The farm at Grangemellon has an imposing residence. Grangemellon House was built probably in the middle of the 18th Century. The farm land was a mixed farm of about 200 acres with cattle, sheep and tillage requiring a workforce of five or six men in the 1930’s and a complement of six horses. Tobacco growing in the early 1940’s was perhaps one on the more unusual farming activities of the time. Tom Yates Senior propagated tobacco plants in glass protected hot beds of which he had about twenty during those years. The plants grown from seed were bedded in clay enriched with horse manure and when strong enough, the plants were sold on to neighbouring farmers. As well as propagating tobacco plants, the Yates farm was also involved in growing and harvesting tobacco leaves. The young plants were transplanted to drills of about 36 inches wide and during the growing season they were treated in much the same way as tomato plants. When the tobacco plants reached maturity, their leaves were harvested and drawn into the tobacco house. In the photograph accompanying this article, the leaves are shown hanging from the frame of a horse drawn dray. When the frames were full, the dray was returned to the tobacco house where the frames and the hanging leaves were lifted off and left to hang in a wood lined drying room. Coal braziers were lit to dry the leaves and when that primary drying process was finished, the leaves were sold onto Greene’s of Kilkea Lodge where they underwent further drying. It was there that the Excise men graded the tobacco leaves for the purpose of quantifying the duty payable. The finished plant was then sold onto the factories to provide the raw material for the Irish Tobacco Industry.
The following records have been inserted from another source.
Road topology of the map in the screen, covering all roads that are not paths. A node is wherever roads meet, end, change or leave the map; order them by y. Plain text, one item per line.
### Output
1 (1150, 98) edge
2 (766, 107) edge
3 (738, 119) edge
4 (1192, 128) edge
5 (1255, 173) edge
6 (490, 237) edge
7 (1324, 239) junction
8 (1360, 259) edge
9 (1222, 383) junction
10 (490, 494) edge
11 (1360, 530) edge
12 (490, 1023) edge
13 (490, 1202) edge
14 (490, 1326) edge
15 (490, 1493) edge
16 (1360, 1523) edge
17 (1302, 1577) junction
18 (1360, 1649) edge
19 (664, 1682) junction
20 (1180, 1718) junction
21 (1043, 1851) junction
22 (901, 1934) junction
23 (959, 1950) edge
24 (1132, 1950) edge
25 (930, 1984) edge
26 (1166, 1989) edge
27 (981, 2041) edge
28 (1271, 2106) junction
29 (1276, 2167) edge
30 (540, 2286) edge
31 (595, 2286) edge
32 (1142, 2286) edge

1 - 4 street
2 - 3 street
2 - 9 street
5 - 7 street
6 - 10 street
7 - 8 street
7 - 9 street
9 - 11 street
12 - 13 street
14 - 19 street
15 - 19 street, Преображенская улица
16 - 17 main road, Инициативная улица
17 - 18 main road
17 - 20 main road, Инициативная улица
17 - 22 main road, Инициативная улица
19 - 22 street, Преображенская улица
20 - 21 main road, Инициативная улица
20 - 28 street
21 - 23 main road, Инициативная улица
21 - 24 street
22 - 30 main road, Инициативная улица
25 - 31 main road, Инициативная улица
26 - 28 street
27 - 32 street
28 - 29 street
Tom Yates Junior who married Shirley Armstrong from Manorhamilton, Co. Leitrim some years after she came to work in Shaw’s of Athy is with his son Bruce, the present occupiers of Grangemellon Farm. Tom has seen many changes in his time and recalls the farming emergency of 1947 when the weather caused a national crisis and threatened that years harvest. The mixed farming of earlier years has given way to agricultural specialization while the combustion engine signaled the death knell of both the farm labourer and the farm horse alike. Times have changed but the unfolding story of life on an Irish farm is a never ending one where memories of tobacco growing days in the 1940’s provide a unique insight into the ingenuity and foresight of the men who worked the soil.